Violência contra filhos entra na Lei Maria da Penha
Projeto aprovado enfrenta oposição do PL no plenário

Luciano Meira
A Câmara dos Deputados aprovou nesta quarta-feira (18) projeto de lei que altera a Lei Maria da Penha e o Código Penal para incluir a violência contra filhos, enteados e outros parentes da mulher como forma de violência doméstica e familiar. A proposta também tipifica o homicídio vicário, que passa a ser considerado crime hediondo. O texto segue agora para análise do Senado Federal.
O homicídio vicário é definido como o assassinato de filhos ou parentes da mulher com o objetivo de causar sofrimento, punição ou controle sobre ela. Trata-se de uma forma extrema de violência vicária, quando o agressor atinge terceiros para ferir indiretamente a vítima principal.
De acordo com o projeto, a pena para homicídio vicário será de 20 a 40 anos de reclusão, superior à prevista para o homicídio simples. A medida busca responder a casos recentes de violência doméstica em que filhos foram alvo de ataques como forma de vingança contra a mãe.
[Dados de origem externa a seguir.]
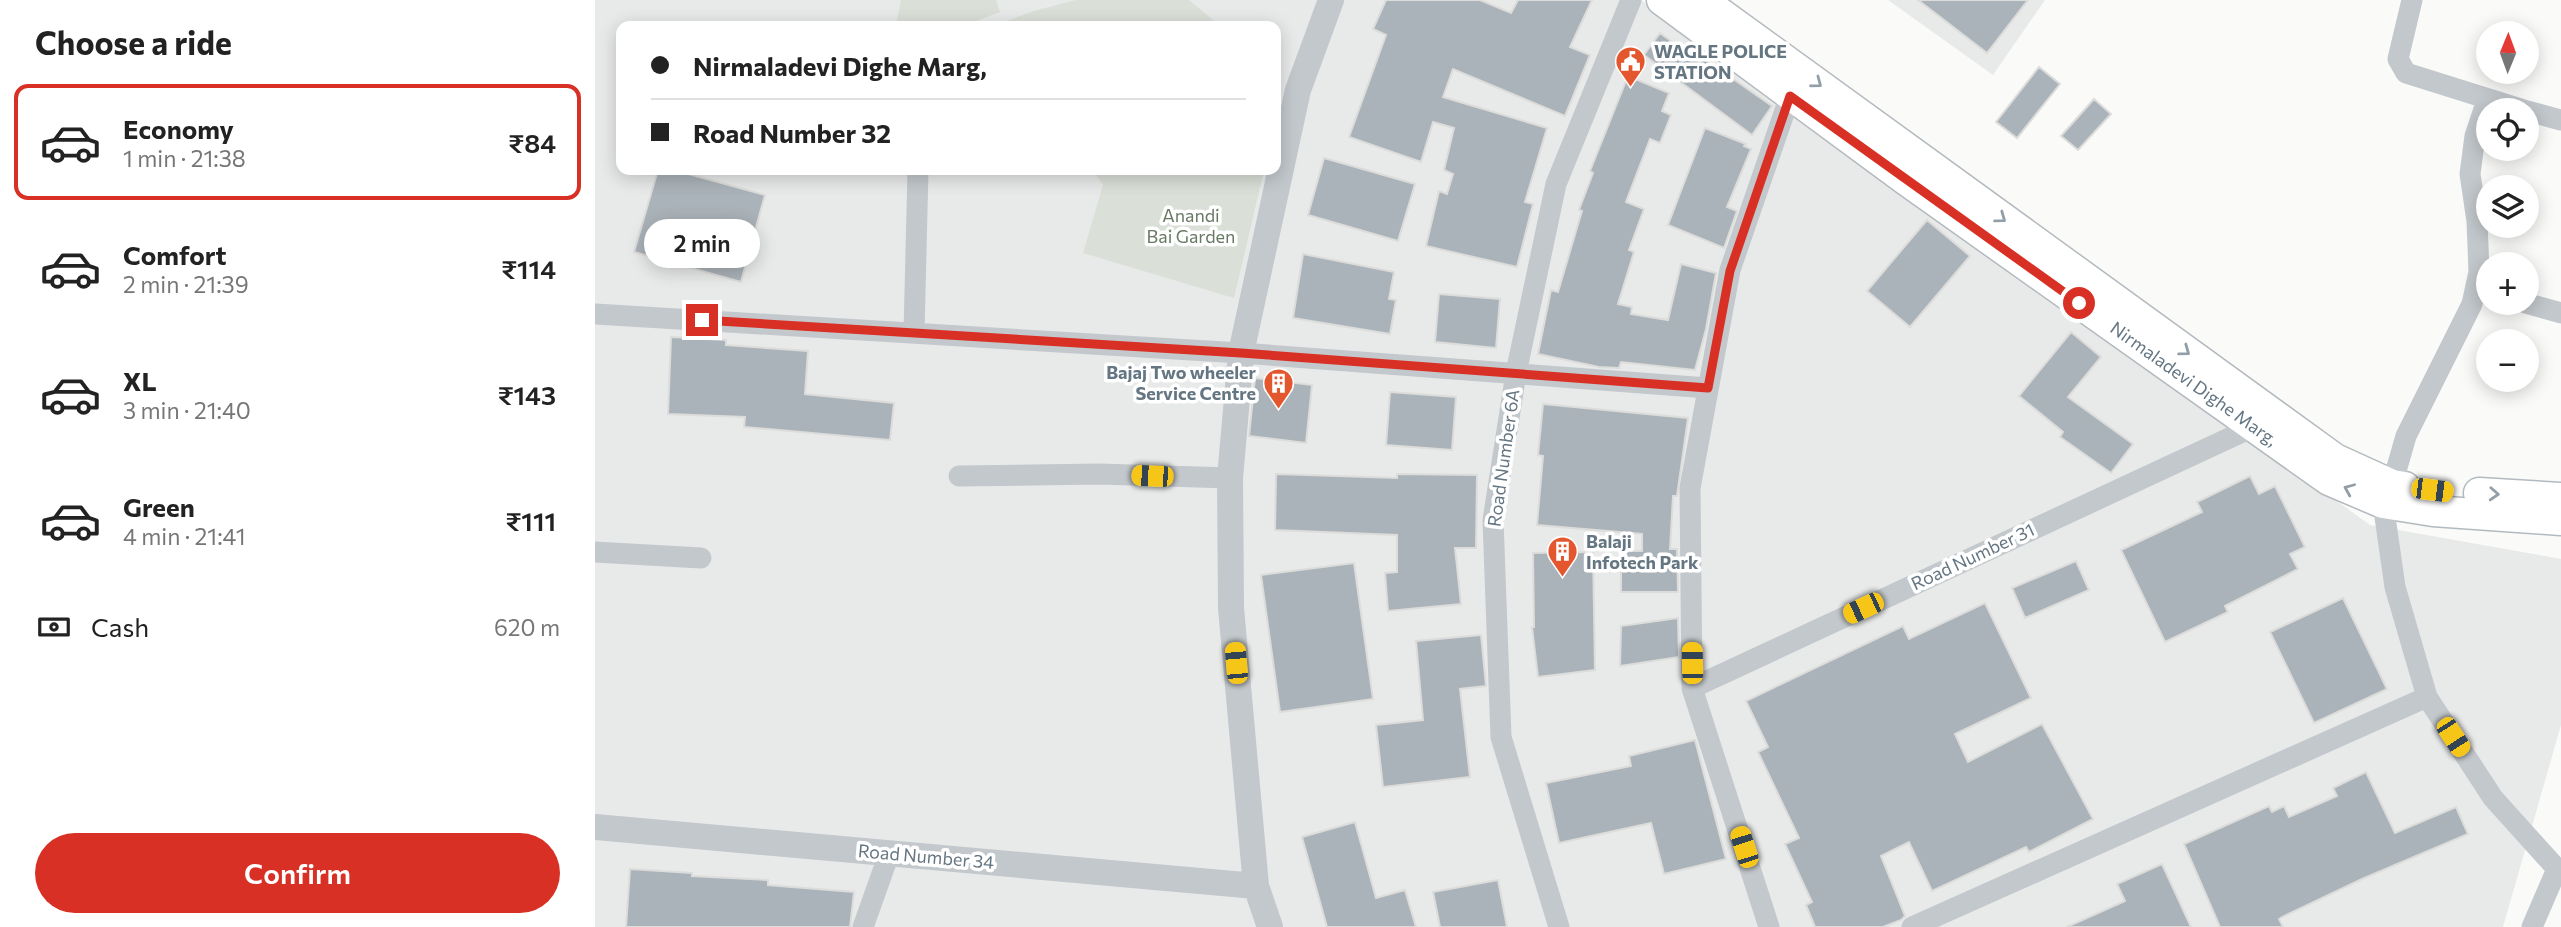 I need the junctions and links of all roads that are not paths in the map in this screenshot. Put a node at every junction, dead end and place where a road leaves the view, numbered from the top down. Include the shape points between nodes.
1 (1331, 0) edge
2 (1631, 0) edge
3 (1662, 0) edge
4 (1702, 0) edge
5 (2412, 0) edge
6 (1790, 96) junction
7 (2481, 98) edge
8 (2539, 113) edge
9 (2560, 116) edge
10 (2476, 133) edge
11 (1281, 168) edge
12 (918, 175) edge
13 (1280, 175) edge
14 (2478, 252) edge
15 (2476, 298) edge
16 (2539, 307) edge
17 (2561, 313) edge
18 (595, 314) edge
19 (913, 333) junction
20 (1241, 353) junction
21 (1516, 373) junction
22 (1708, 388) junction
23 (2253, 427) junction
24 (959, 476) dead end
25 (1230, 478) junction
26 (2388, 494) junction
27 (2561, 498) edge
28 (2561, 520) edge
29 (595, 552) edge
30 (701, 558) dead end
31 (1692, 688) junction
32 (2427, 697) junction
33 (595, 827) edge
34 (890, 853) junction
35 (2559, 864) edge
36 (1256, 886) junction
37 (863, 927) edge
38 (1270, 927) edge
39 (1559, 927) edge
40 (1769, 927) edge
41 (1912, 927) edge
42 (2532, 927) edge

1 - 11 street via 1298,90
2 - 21 street, Road Number 6A via 1556,184
3 - 6 main road, Nirmaladevi Dighe Marg,
4 -> 26 main road, Nirmaladevi Dighe Marg,
5 - 7 street via 2398,59 2401,66 2406,73
6 - 22 street via 1730,271
6 - 23 main road, Nirmaladevi Dighe Marg,
8 - 9 street
10 - 14 street via 2470,174
12 - 19 street
13 - 20 street
15 - 26 street via 2406,436
16 - 17 street
18 - 19 street
19 - 20 street
20 - 21 street
20 - 25 street
21 - 22 street
21 - 39 street, Road Number 6A via 1493,520 1501,737
22 - 31 street via 1690,488
26 -> 23 main road, Nirmaladevi Dighe Marg, via 2329,481
23 - 31 street, Road Number 31
24 - 25 street
25 - 36 street via 1231,608
26 -> 27 main road, Nirmaladevi Dighe Marg,
26 - 28 main road, Nirmaladevi Dighe Marg, via 2433,510
26 - 32 street via 2395,587
29 - 30 street
31 - 40 street
32 - 35 street via 2493,798
32 - 41 street
33 - 34 street, Road Number 34
34 - 36 street, Road Number 34
34 - 37 street
35 - 42 street
36 - 38 street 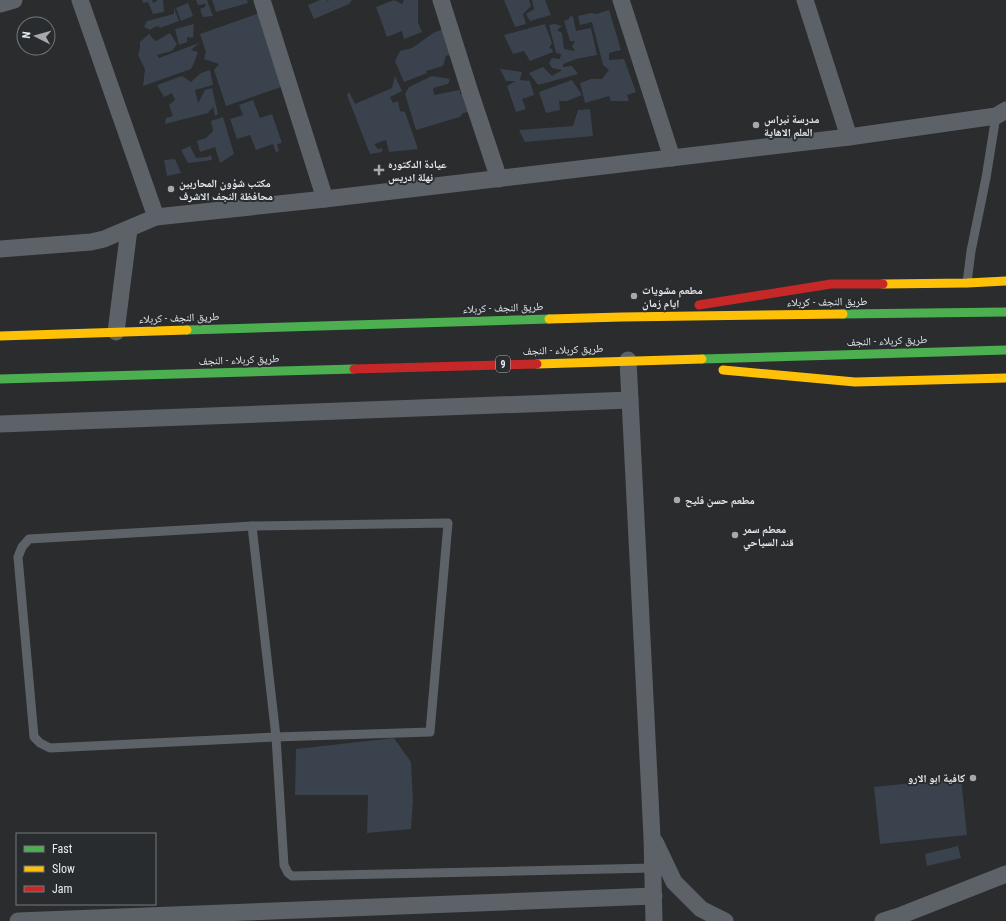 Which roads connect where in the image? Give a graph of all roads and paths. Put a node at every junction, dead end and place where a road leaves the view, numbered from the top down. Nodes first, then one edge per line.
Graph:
1 (14, 0) edge
2 (80, 0) edge
3 (262, 0) edge
4 (441, 0) edge
5 (621, 0) edge
6 (805, 0) edge
7 (0, 4) edge
8 (1001, 113) edge
9 (849, 137) junction
10 (672, 158) junction
11 (499, 179) junction
12 (325, 199) junction
13 (156, 217) junction
14 (129, 229) junction
15 (0, 249) edge
16 (1006, 282) edge
17 (967, 283) junction
18 (1006, 312) edge
19 (622, 317) junction
20 (116, 332) junction
21 (0, 336) edge
22 (1006, 350) edge
23 (628, 360) junction
24 (1006, 378) edge
25 (0, 379) edge
26 (630, 400) junction
27 (0, 424) edge
28 (252, 526) junction
29 (276, 737) junction
30 (652, 837) junction
31 (653, 868) junction
32 (1006, 874) edge
33 (654, 896) junction
34 (18, 921) edge
35 (654, 921) edge
36 (725, 921) edge
37 (883, 921) edge

1 - 7 street
2 - 13 street
3 - 12 street
4 - 11 street
5 - 10 street
6 - 9 street
8 - 9 street
8 - 17 lane
9 - 10 street
10 - 11 street
11 - 12 street
12 - 13 street
13 - 14 street
14 - 15 street
14 - 20 street
16 - 17 highway
17 - 19 highway
18 - 19 highway, طريق النجف - کربلاء
19 - 20 highway, طريق النجف - کربلاء
20 - 21 highway, طريق النجف - کربلاء
22 - 23 highway, طريق کربلاء - النجف / 9
23 - 24 highway
23 - 25 highway, طريق کربلاء - النجف / 9
23 - 26 street
26 - 27 street
26 - 30 street
28 - 29 lane
28 - 29 lane
28 - 29 lane
29 - 31 lane
30 - 31 street
30 - 36 street
31 - 33 street
32 - 37 street
33 - 34 street
33 - 35 street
A aprovação ocorreu após debates intensos no plenário. O PL (Partido Liberal) manifestou resistência à proposta, alegando preocupações com a redação e possíveis sobreposições legais. Parlamentares favoráveis destacaram que a mudança amplia a proteção às mulheres e reconhece a gravidade da violência indireta. O Senado ainda precisa avaliar o texto antes de eventual sanção presidencial.